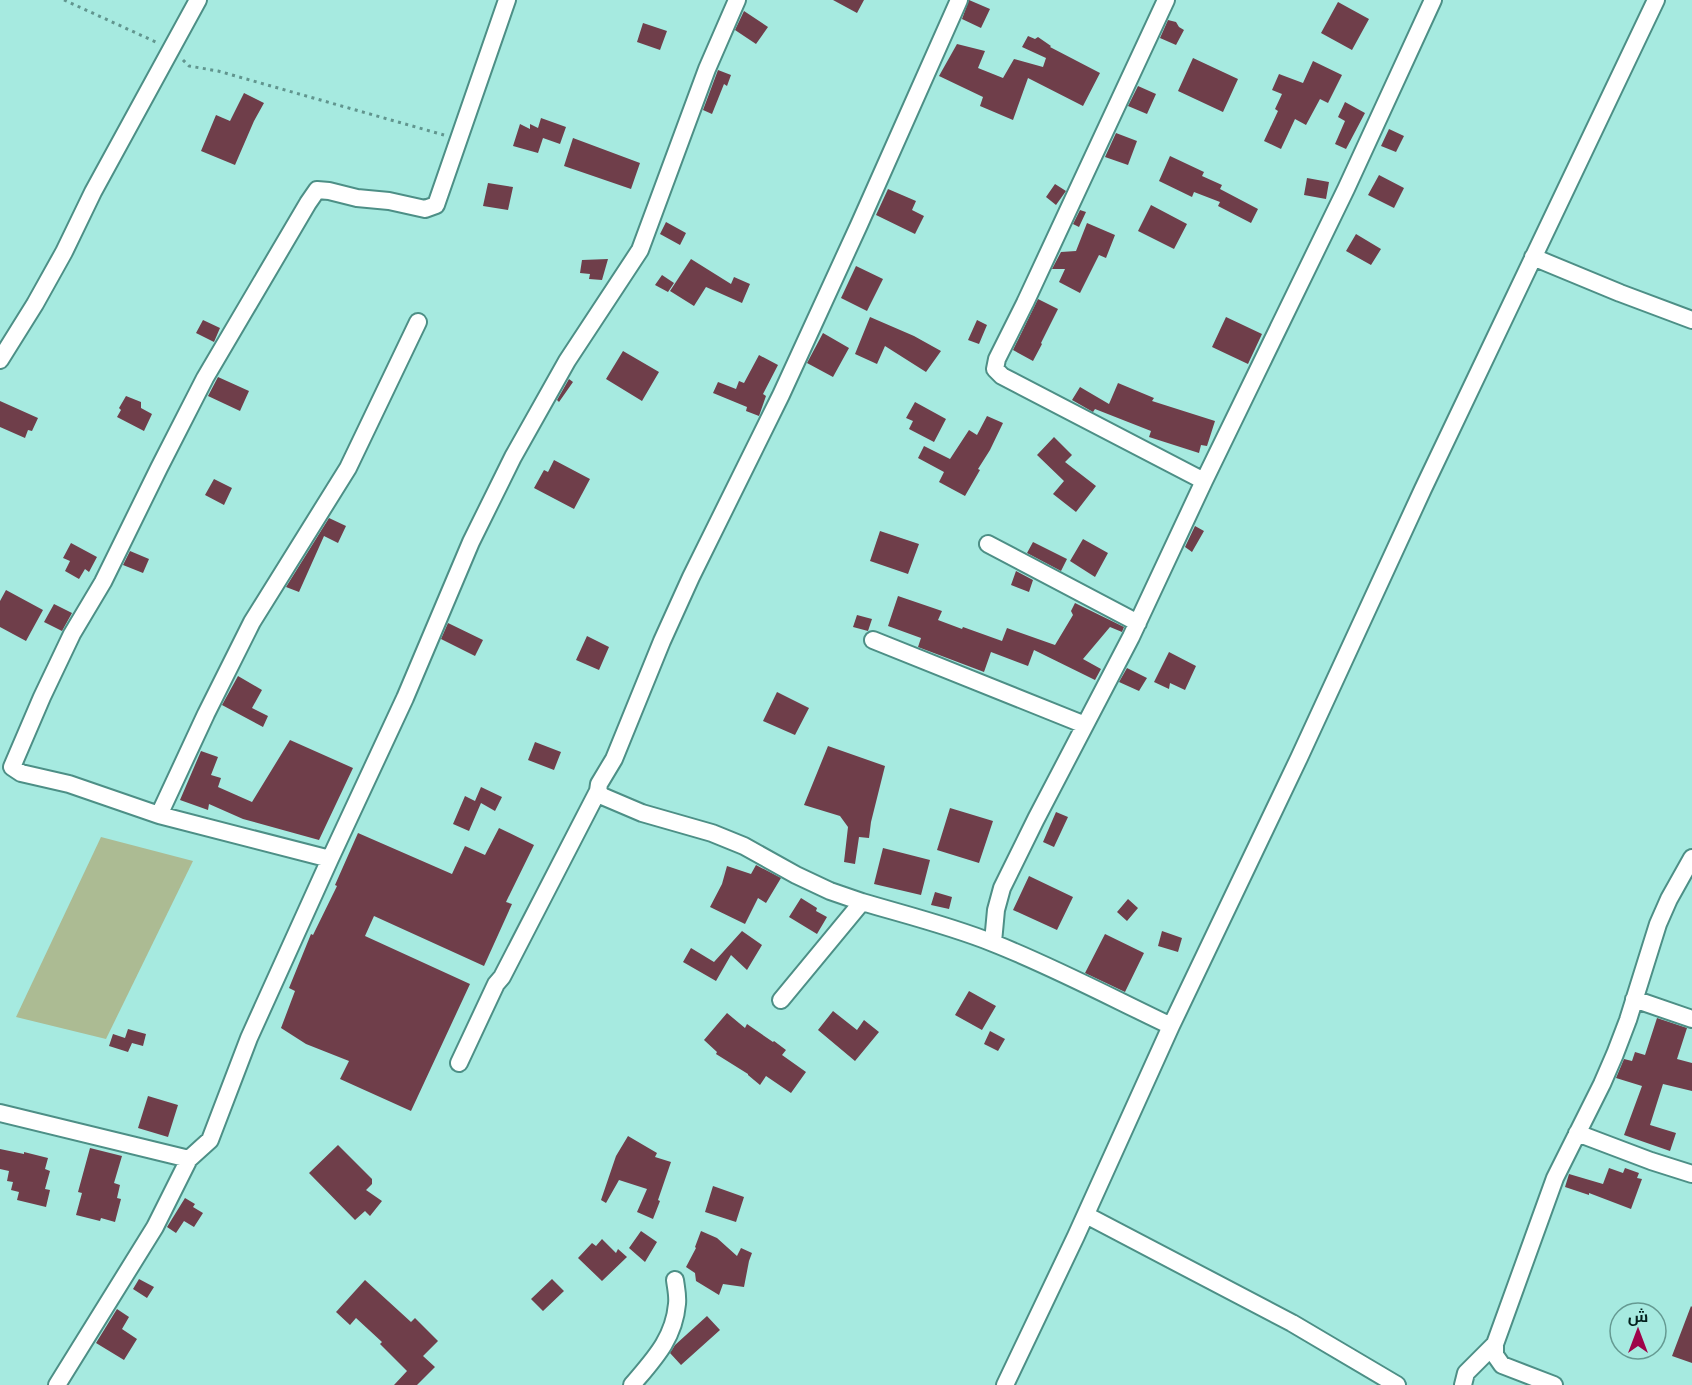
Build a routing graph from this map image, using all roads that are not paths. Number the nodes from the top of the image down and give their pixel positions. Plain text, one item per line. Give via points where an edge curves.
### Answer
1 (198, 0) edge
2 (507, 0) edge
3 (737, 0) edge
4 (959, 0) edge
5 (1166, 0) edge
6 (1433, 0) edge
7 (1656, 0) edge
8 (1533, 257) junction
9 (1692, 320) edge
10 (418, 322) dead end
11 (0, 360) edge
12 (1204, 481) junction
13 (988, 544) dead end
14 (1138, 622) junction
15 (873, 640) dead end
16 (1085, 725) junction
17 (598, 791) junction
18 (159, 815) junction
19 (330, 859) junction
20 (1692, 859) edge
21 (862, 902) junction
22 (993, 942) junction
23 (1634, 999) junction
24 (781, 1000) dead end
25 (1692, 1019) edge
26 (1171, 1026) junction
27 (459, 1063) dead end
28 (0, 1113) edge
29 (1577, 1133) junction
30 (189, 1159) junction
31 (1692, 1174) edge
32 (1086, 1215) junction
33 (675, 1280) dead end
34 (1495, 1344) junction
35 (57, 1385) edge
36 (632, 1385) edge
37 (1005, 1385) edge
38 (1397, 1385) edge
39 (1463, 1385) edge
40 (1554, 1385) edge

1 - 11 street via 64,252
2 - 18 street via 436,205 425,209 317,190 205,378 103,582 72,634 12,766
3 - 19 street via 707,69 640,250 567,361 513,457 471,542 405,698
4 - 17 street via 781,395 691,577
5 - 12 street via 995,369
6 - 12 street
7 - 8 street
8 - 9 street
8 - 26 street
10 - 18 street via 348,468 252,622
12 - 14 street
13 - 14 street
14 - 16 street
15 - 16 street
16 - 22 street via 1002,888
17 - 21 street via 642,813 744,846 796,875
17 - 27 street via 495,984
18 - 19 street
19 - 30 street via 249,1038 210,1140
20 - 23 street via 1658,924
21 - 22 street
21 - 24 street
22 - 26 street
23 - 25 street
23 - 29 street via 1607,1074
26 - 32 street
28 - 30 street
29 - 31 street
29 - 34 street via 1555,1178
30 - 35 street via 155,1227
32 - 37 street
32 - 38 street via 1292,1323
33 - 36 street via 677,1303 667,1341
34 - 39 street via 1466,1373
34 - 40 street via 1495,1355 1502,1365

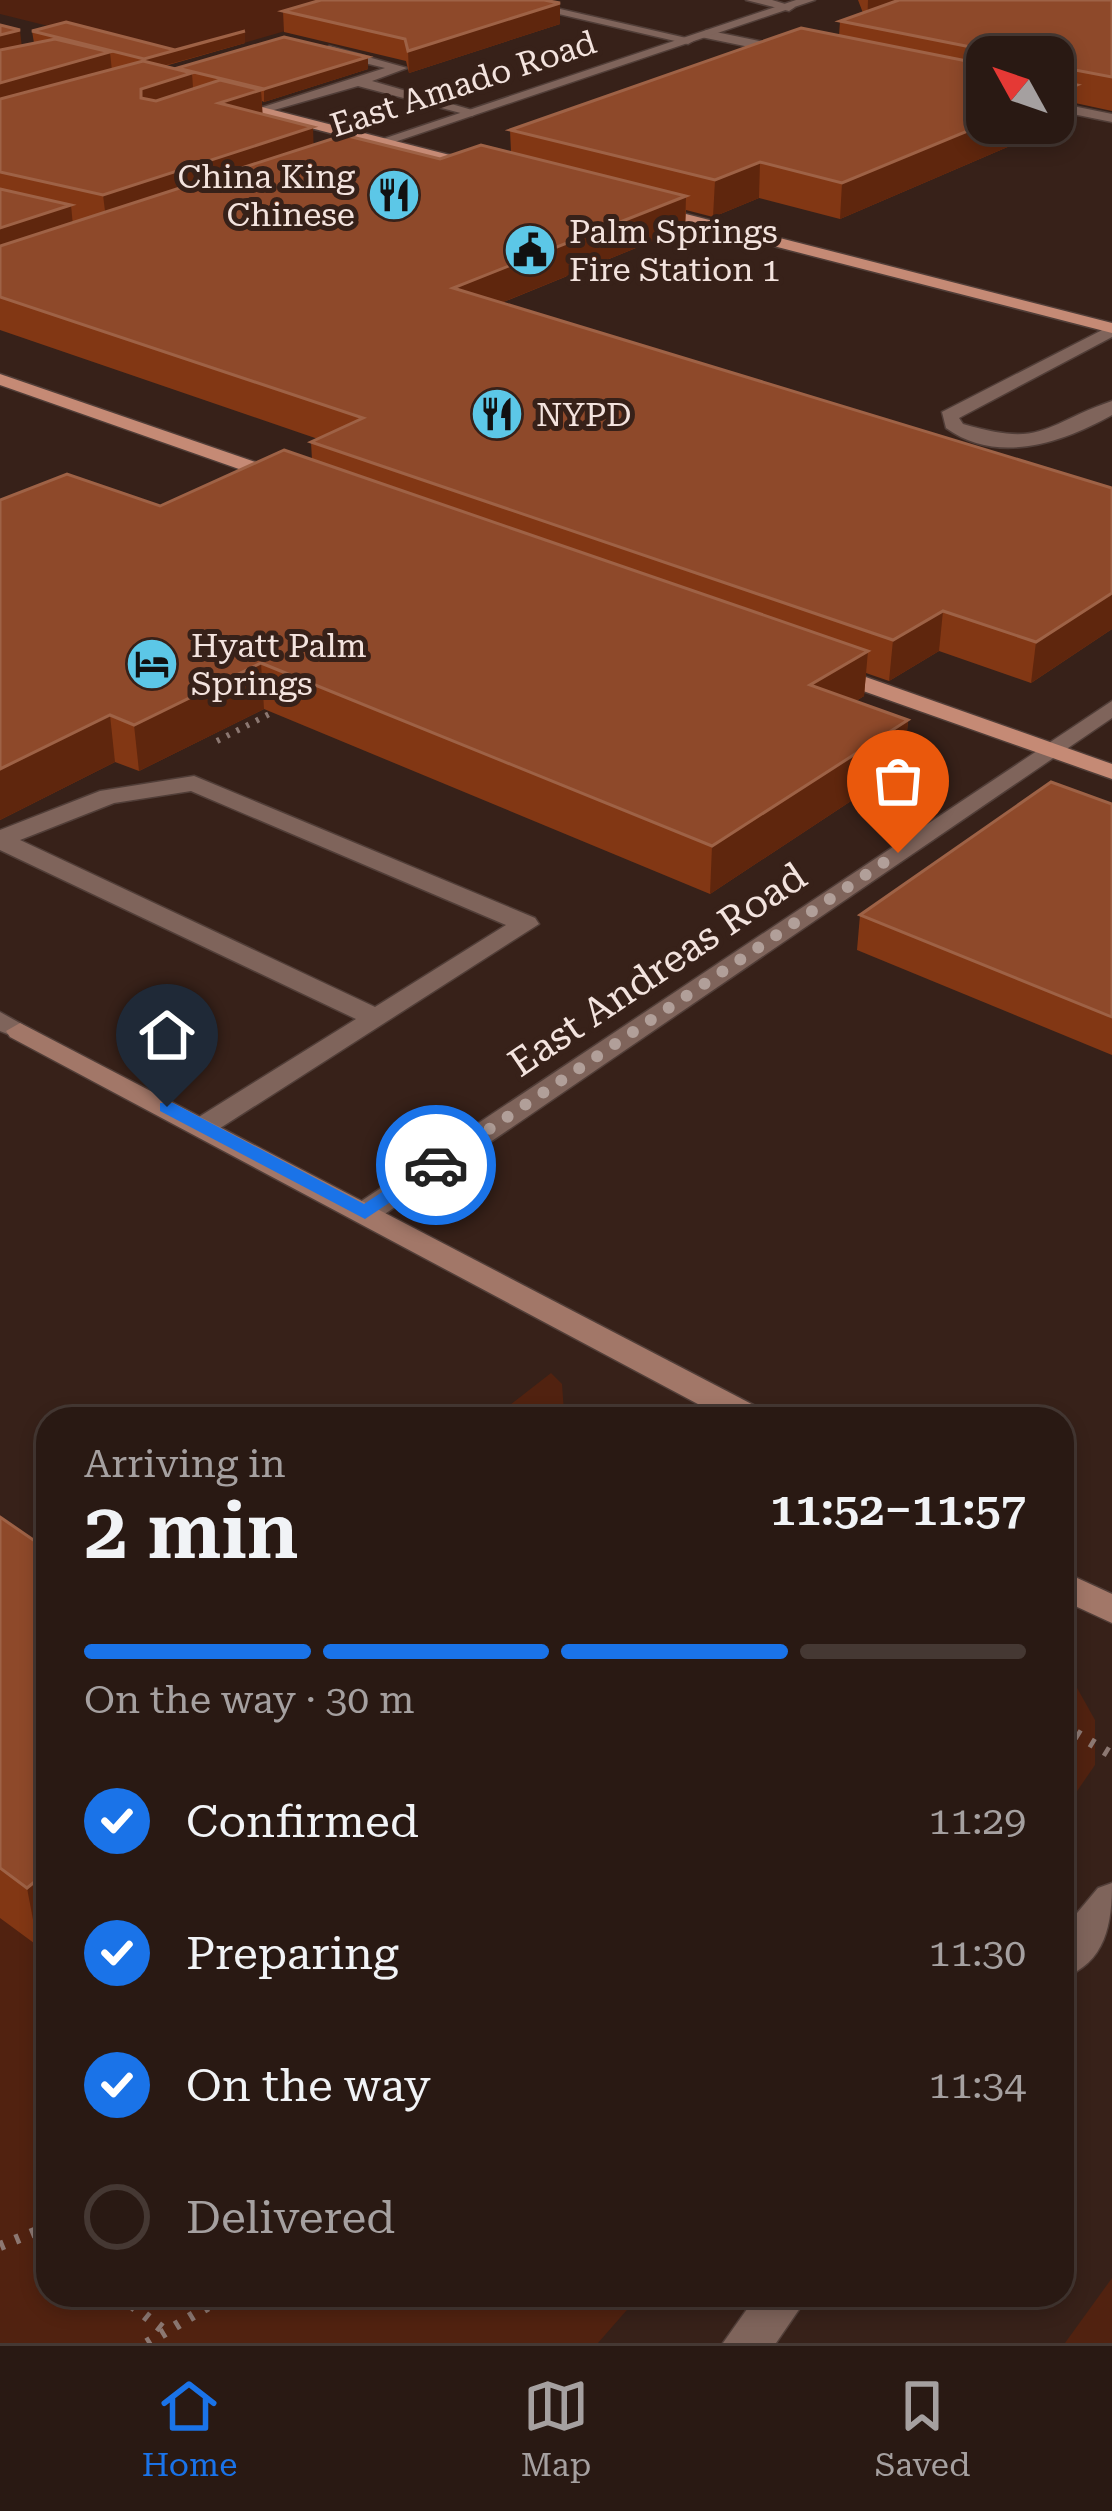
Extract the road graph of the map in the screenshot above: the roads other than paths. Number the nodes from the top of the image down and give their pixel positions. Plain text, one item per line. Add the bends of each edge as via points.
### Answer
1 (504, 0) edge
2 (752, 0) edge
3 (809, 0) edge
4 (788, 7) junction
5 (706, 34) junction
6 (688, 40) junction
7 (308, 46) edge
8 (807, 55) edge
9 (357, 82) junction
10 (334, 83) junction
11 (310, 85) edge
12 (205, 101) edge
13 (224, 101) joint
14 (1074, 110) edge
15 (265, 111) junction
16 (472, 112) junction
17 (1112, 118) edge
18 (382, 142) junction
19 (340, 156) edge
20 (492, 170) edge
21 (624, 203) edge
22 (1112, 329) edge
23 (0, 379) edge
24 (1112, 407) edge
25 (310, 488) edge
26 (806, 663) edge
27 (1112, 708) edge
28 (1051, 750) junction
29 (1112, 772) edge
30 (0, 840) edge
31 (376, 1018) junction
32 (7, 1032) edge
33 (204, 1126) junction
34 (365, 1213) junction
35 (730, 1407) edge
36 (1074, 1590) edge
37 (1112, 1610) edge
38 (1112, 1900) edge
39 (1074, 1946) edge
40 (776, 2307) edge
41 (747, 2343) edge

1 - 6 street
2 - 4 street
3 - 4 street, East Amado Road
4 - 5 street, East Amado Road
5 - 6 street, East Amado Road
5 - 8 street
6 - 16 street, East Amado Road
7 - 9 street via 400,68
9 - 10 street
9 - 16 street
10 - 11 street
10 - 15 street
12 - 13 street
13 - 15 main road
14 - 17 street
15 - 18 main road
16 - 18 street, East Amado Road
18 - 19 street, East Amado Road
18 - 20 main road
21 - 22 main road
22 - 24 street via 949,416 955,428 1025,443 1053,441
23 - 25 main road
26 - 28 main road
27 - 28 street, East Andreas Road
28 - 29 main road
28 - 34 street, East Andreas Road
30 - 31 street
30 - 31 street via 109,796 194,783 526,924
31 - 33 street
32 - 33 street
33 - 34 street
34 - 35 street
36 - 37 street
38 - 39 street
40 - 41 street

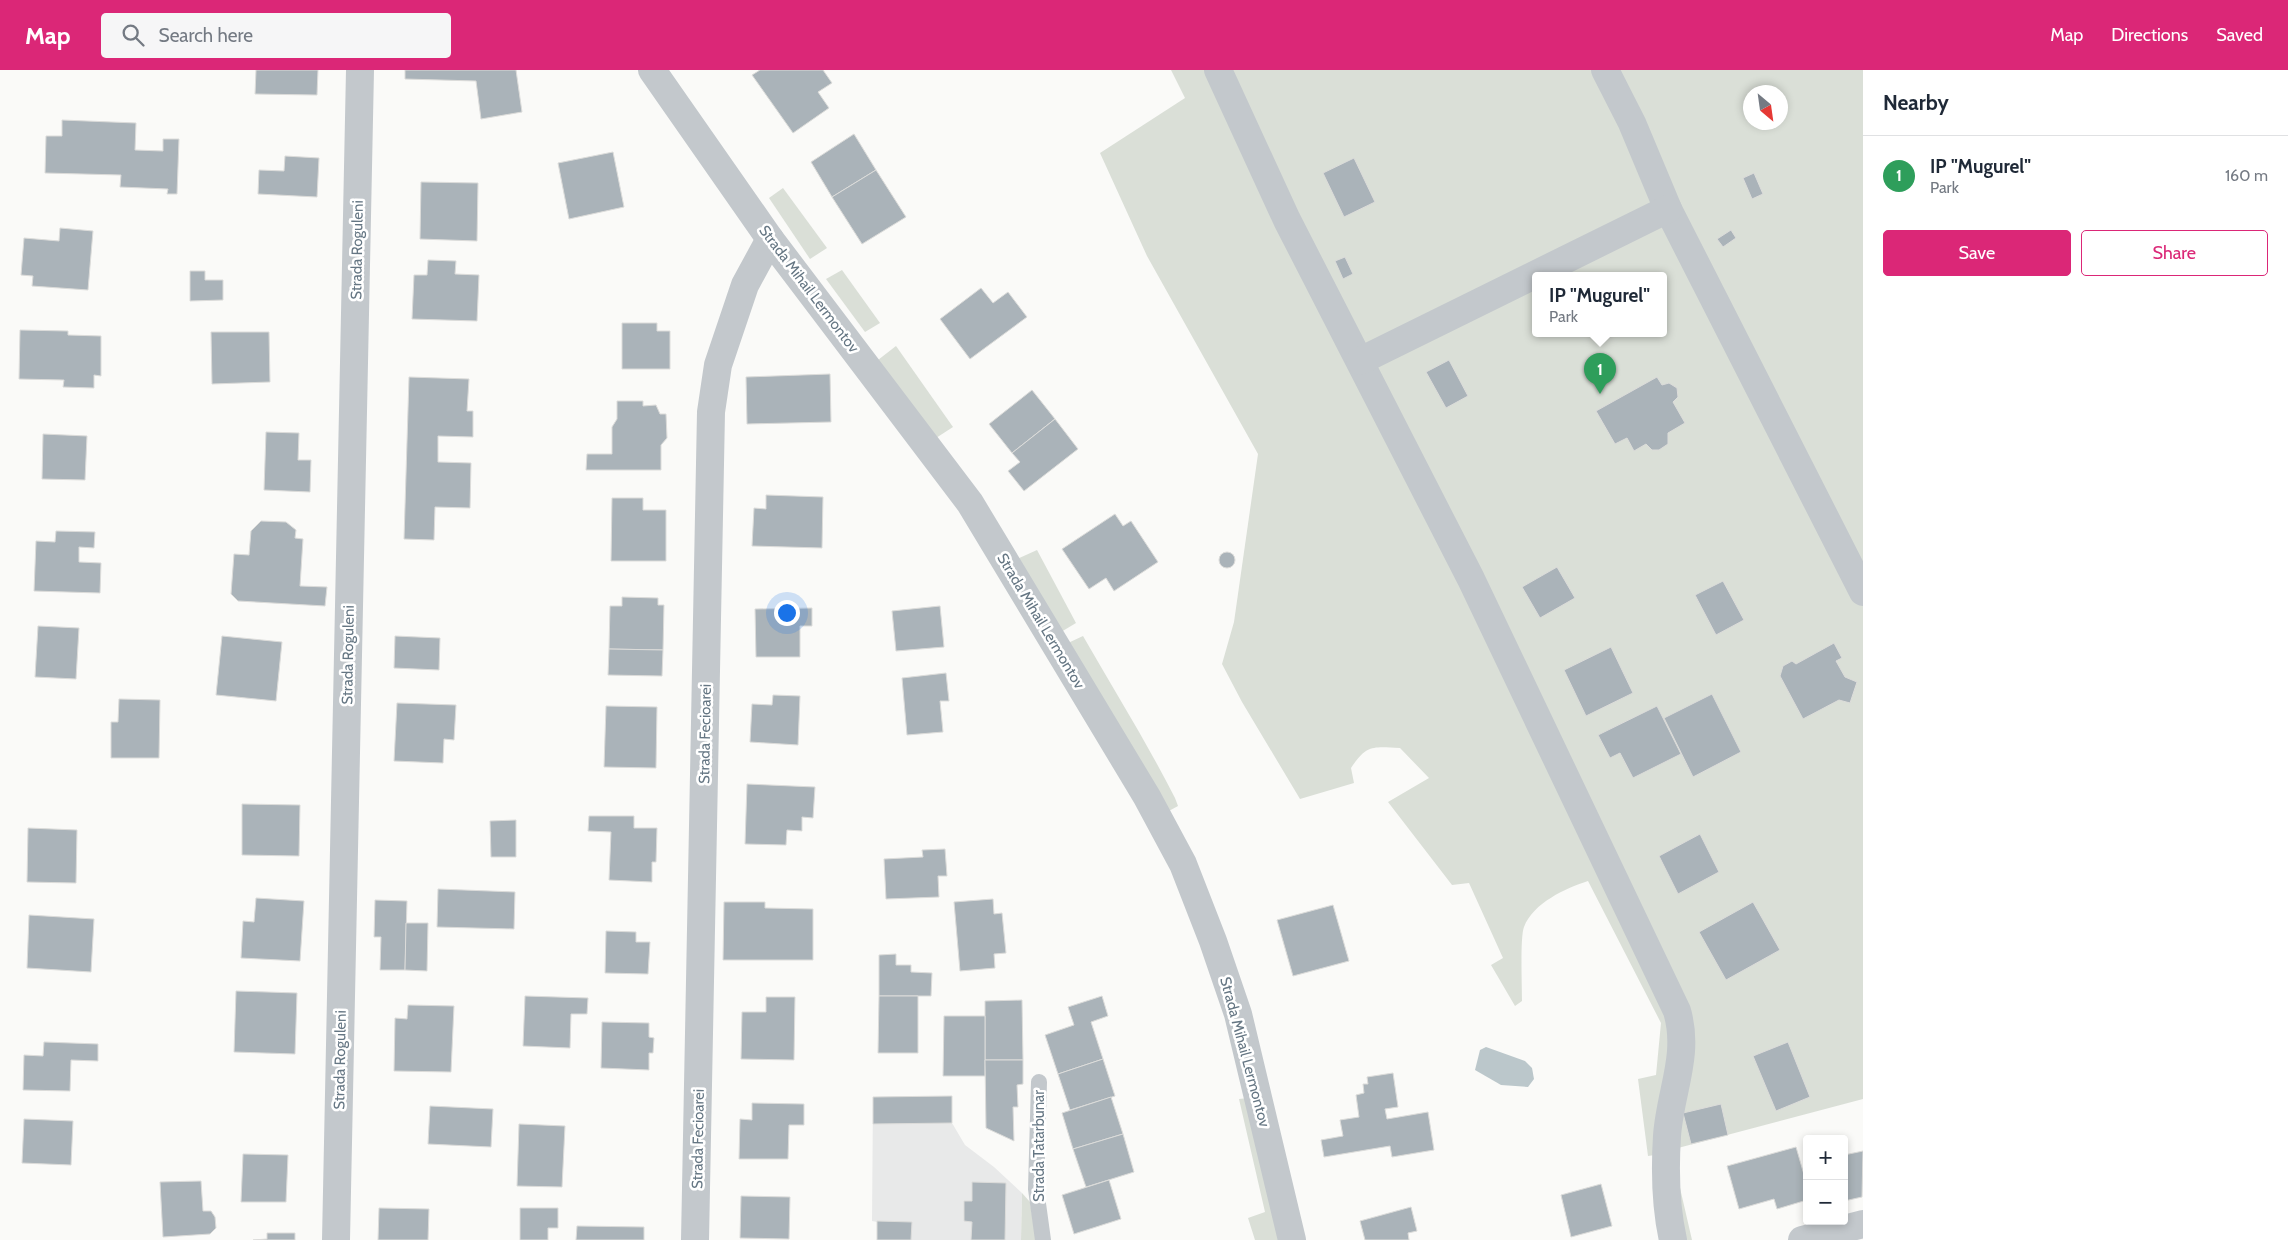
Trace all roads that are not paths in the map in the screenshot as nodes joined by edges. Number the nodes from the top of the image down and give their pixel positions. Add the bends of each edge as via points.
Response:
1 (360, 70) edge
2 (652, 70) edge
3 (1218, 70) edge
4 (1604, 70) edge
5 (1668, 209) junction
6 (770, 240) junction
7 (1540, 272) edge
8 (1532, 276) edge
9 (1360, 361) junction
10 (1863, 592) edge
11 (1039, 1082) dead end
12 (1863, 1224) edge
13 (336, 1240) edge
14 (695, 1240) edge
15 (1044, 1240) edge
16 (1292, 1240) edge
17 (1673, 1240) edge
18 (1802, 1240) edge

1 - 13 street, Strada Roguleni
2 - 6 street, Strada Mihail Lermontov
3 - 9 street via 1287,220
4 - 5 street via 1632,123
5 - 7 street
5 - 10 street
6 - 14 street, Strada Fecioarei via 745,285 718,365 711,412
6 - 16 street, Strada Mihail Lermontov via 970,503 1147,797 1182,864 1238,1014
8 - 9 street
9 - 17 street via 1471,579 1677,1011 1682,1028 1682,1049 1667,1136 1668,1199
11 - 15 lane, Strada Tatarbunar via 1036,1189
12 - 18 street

→ **Prompt**:
Among the lines of the data, find every one that holds "main" and copy it.

→ **Answer section**:
13 - 15 main road
15 - 18 main road
18 - 20 main road
21 - 22 main road
23 - 25 main road
26 - 28 main road
28 - 29 main road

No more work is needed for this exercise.